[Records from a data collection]
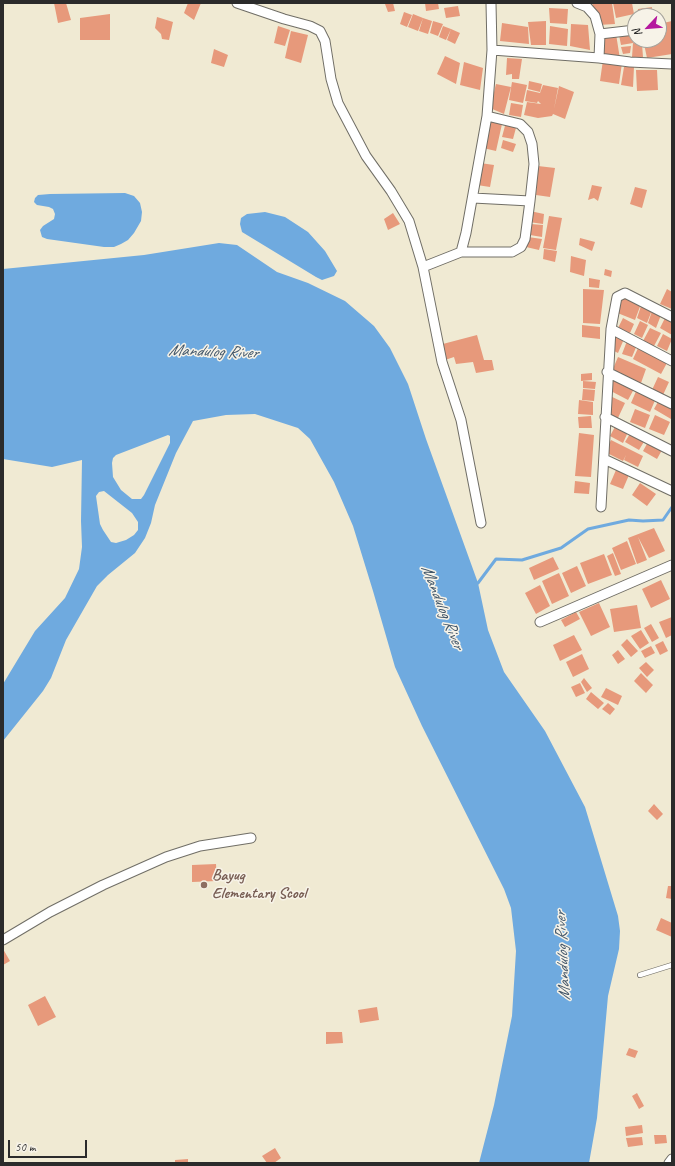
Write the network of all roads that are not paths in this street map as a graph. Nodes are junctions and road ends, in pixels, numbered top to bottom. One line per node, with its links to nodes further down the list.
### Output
1 (238, 3): 13 (street)
2 (491, 3): 6 (street)
3 (577, 3): 5 (street)
4 (627, 31): 5 (street)
5 (600, 34): 7 (street)
6 (492, 50): 7 (street); 9 (street)
7 (599, 58): 8 (street)
8 (672, 64)
9 (487, 116): 10 (street); 11 (street)
10 (473, 198): 11 (street); 12 (street)
11 (530, 201): 12 (street)
12 (461, 252): 13 (street)
13 (423, 267): 24 (street)
14 (672, 317): 15 (street)
15 (611, 329): 16 (street); 17 (street)
16 (672, 361)
17 (607, 372): 18 (street); 19 (street)
18 (672, 404)
19 (605, 418): 20 (street); 21 (street)
20 (672, 451)
21 (604, 459): 22 (street); 23 (street)
22 (672, 491)
23 (601, 507)
24 (481, 523)
25 (672, 565): 26 (street)
26 (540, 622)
27 (251, 838): 28 (street)
28 (3, 940)
29 (672, 965): 30 (lane)
30 (640, 975)
31 (672, 1158): 32 (street)
32 (669, 1163)

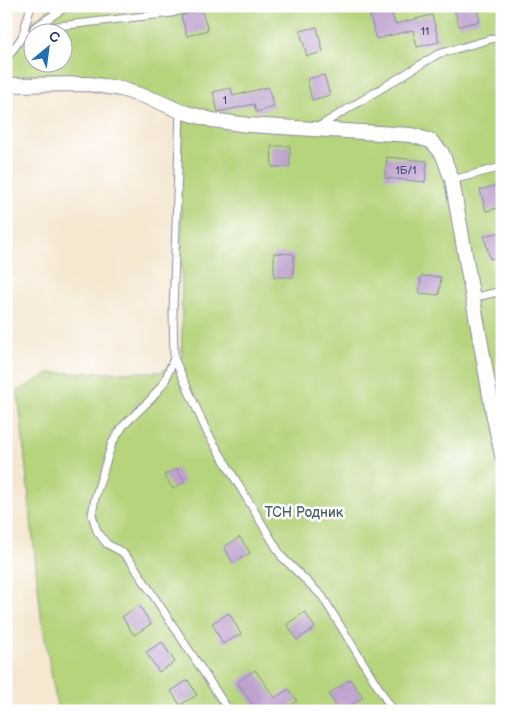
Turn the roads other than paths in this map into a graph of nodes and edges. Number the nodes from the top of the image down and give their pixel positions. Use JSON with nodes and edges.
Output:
{"nodes":[{"id":1,"x":31,"y":6,"type":"edge"},
{"id":2,"x":67,"y":6,"type":"edge"},
{"id":3,"x":195,"y":6,"type":"edge"},
{"id":4,"x":26,"y":22,"type":"edge"},
{"id":5,"x":44,"y":22,"type":"edge"},
{"id":6,"x":72,"y":24,"type":"edge"},
{"id":7,"x":502,"y":36,"type":"edge"},
{"id":8,"x":22,"y":37,"type":"edge"},
{"id":9,"x":6,"y":60,"type":"edge"},
{"id":10,"x":6,"y":85,"type":"edge"},
{"id":11,"x":180,"y":111,"type":"junction"},
{"id":12,"x":316,"y":128,"type":"junction"},
{"id":13,"x":502,"y":167,"type":"edge"},
{"id":14,"x":452,"y":180,"type":"junction"},
{"id":15,"x":502,"y":291,"type":"edge"},
{"id":16,"x":472,"y":298,"type":"junction"},
{"id":17,"x":174,"y":358,"type":"junction"},
{"id":18,"x":498,"y":417,"type":"edge"},
{"id":19,"x":502,"y":455,"type":"edge"},
{"id":20,"x":230,"y":711,"type":"edge"},
{"id":21,"x":393,"y":711,"type":"edge"}],
"edges":[{"from":1,"to":4,"type":"lane"},
{"from":2,"to":5,"type":"lane"},
{"from":3,"to":6,"type":"lane"},
{"from":7,"to":12,"type":"lane"},
{"from":8,"to":9,"type":"lane"},
{"from":10,"to":11,"type":"street"},
{"from":11,"to":12,"type":"street"},
{"from":11,"to":17,"type":"lane"},
{"from":12,"to":14,"type":"street"},
{"from":13,"to":14,"type":"lane"},
{"from":14,"to":16,"type":"street"},
{"from":15,"to":16,"type":"lane"},
{"from":16,"to":18,"type":"street"},
{"from":17,"to":20,"type":"lane"},
{"from":17,"to":21,"type":"lane"},
{"from":18,"to":19,"type":"street"}]}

■ TASK DESCRIPTION ■
The lines to be transcribed are those from the first line of the data above through the line holding "Turn the roads", inclusive; copy them exactly and only, leaving out the pictures.

■ SOLUTION BELOW ■
Write the network of all roads that are not paths in this street map as a graph. Nodes are junctions and road ends, in pixels, numbered top to bottom. One line per node, with its links to nodes further down the list.
### Output
1 (238, 3): 13 (street)
2 (491, 3): 6 (street)
3 (577, 3): 5 (street)
4 (627, 31): 5 (street)
5 (600, 34): 7 (street)
6 (492, 50): 7 (street); 9 (street)
7 (599, 58): 8 (street)
8 (672, 64)
9 (487, 116): 10 (street); 11 (street)
10 (473, 198): 11 (street); 12 (street)
11 (530, 201): 12 (street)
12 (461, 252): 13 (street)
13 (423, 267): 24 (street)
14 (672, 317): 15 (street)
15 (611, 329): 16 (street); 17 (street)
16 (672, 361)
17 (607, 372): 18 (street); 19 (street)
18 (672, 404)
19 (605, 418): 20 (street); 21 (street)
20 (672, 451)
21 (604, 459): 22 (street); 23 (street)
22 (672, 491)
23 (601, 507)
24 (481, 523)
25 (672, 565): 26 (street)
26 (540, 622)
27 (251, 838): 28 (street)
28 (3, 940)
29 (672, 965): 30 (lane)
30 (640, 975)
31 (672, 1158): 32 (street)
32 (669, 1163)

Turn the roads other than paths in this map into a graph of nodes and edges. Number the nodes from the top of the image down and give their pixel positions. Use JSON with nodes and edges.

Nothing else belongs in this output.